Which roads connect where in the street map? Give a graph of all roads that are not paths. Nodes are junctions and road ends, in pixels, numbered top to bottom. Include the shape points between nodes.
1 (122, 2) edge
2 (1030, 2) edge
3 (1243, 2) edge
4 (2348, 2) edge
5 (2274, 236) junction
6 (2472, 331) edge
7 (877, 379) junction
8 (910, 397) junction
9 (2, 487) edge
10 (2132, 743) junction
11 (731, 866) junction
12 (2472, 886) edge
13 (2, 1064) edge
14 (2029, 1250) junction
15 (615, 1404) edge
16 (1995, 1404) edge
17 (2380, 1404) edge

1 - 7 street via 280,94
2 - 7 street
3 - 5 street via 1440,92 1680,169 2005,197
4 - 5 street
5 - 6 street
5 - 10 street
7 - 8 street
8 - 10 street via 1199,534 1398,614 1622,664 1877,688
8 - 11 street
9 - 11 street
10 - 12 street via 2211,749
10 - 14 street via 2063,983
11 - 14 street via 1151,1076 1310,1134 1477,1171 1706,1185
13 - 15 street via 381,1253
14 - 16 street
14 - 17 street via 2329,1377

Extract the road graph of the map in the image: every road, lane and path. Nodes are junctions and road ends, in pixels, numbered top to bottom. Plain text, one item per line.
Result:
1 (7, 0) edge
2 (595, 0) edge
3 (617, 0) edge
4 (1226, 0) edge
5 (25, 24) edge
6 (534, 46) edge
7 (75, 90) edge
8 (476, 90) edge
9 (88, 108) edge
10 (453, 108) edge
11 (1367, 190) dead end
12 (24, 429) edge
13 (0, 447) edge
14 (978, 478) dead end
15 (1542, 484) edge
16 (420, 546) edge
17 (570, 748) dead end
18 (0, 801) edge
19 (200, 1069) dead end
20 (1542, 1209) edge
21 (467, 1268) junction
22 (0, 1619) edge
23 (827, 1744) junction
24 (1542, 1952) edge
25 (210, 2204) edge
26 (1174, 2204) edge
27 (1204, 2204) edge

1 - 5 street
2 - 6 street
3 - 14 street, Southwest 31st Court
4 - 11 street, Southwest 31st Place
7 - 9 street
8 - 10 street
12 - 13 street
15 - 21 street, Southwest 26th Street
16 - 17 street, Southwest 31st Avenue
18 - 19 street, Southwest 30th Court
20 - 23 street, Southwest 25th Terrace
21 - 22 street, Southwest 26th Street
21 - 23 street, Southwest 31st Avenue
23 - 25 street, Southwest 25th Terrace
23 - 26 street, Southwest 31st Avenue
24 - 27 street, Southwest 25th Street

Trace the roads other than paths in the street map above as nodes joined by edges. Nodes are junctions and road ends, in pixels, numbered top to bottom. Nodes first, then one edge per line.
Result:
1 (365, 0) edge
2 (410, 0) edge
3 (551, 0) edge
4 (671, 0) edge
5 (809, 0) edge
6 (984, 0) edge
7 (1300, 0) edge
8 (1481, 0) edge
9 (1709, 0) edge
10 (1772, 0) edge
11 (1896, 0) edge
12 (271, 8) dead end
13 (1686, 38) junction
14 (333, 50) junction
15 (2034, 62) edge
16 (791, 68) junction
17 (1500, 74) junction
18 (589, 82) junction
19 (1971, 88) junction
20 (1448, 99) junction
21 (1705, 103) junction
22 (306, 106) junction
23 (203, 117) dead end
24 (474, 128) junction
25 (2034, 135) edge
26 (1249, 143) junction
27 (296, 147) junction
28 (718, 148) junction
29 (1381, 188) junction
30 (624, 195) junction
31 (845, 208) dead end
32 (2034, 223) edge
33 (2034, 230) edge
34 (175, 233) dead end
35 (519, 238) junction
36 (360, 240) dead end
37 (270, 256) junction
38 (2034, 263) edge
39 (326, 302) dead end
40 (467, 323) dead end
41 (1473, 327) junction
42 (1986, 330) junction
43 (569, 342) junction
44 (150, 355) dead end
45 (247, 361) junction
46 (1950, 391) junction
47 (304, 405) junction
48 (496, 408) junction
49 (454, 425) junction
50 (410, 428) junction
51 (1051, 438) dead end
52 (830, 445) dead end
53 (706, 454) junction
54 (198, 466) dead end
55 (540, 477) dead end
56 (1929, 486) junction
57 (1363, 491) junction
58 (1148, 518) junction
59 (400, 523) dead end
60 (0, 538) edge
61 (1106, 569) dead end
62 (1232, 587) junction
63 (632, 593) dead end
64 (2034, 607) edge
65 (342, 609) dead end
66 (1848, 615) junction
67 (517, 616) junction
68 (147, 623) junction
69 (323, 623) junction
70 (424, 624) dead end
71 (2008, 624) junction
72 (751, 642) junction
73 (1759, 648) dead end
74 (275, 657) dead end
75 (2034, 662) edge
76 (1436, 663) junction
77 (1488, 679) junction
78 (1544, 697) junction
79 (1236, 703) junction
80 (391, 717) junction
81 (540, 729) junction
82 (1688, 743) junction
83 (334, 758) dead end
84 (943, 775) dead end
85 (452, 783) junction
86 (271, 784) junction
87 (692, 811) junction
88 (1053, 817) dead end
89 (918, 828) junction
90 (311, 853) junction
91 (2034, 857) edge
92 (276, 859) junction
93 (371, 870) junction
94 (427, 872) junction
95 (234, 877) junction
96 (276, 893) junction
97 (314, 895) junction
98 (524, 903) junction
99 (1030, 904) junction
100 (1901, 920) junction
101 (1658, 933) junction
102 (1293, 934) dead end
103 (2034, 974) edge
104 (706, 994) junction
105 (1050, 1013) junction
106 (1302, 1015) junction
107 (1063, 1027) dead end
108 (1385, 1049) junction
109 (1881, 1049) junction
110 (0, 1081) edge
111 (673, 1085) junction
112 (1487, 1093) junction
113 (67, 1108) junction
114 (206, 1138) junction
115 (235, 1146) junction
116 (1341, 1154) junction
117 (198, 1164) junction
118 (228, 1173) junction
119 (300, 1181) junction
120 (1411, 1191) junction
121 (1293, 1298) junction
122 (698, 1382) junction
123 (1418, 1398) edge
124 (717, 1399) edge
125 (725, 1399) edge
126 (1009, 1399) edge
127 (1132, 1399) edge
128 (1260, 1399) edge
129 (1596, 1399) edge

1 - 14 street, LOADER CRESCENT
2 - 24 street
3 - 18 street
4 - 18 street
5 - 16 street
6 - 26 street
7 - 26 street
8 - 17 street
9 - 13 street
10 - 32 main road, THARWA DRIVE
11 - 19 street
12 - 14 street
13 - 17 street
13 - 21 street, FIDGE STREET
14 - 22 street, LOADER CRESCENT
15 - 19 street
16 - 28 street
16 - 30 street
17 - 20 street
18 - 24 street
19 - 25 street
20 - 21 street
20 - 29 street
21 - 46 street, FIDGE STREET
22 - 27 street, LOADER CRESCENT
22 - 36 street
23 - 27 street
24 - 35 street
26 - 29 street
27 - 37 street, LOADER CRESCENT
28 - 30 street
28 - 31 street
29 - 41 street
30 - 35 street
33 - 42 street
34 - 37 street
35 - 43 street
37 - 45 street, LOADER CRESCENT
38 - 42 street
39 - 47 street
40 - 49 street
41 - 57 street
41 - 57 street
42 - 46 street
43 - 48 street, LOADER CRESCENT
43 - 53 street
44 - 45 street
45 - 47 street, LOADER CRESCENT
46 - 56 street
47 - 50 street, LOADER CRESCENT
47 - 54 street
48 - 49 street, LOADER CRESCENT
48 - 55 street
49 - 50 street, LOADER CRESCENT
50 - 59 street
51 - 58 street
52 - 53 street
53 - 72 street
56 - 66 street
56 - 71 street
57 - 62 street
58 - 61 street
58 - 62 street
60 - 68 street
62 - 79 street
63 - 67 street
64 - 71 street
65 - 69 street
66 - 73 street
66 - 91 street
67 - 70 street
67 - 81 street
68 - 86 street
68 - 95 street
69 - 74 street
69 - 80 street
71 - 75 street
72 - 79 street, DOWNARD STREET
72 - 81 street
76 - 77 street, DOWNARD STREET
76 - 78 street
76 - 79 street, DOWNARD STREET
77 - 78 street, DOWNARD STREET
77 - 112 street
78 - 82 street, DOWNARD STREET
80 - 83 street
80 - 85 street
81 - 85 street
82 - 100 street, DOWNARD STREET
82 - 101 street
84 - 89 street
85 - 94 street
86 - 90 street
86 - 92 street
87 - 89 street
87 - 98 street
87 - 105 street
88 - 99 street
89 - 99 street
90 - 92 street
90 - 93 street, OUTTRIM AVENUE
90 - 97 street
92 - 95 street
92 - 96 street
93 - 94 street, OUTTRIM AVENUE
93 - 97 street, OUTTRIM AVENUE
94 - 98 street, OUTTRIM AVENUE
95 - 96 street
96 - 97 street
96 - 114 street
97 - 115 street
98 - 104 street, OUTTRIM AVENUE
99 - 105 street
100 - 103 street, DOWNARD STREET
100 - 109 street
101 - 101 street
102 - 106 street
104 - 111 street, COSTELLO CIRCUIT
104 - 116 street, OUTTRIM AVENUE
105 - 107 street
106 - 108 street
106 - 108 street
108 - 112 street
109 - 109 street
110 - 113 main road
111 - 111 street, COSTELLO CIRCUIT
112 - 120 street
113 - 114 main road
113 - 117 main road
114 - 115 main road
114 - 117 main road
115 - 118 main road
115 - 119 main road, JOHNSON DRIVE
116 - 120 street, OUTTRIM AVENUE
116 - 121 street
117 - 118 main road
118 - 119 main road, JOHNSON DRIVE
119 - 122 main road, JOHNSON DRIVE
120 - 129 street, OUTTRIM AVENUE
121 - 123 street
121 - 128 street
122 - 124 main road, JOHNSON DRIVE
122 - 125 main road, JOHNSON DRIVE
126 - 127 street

+===+

The job is to copy each line from the material above that holds the word "ends".

Which roads connect where in the street map? Give a graph of all roads that are not paths. Nodes are junctions and road ends, in pixels, numbered top to bottom. Include the shape points between nodes.
Extract the road graph of the map in the image: every road, lane and path. Nodes are junctions and road ends, in pixels, numbered top to bottom. Plain text, one item per line.
Trace the roads other than paths in the street map above as nodes joined by edges. Nodes are junctions and road ends, in pixels, numbered top to bottom. Nodes first, then one edge per line.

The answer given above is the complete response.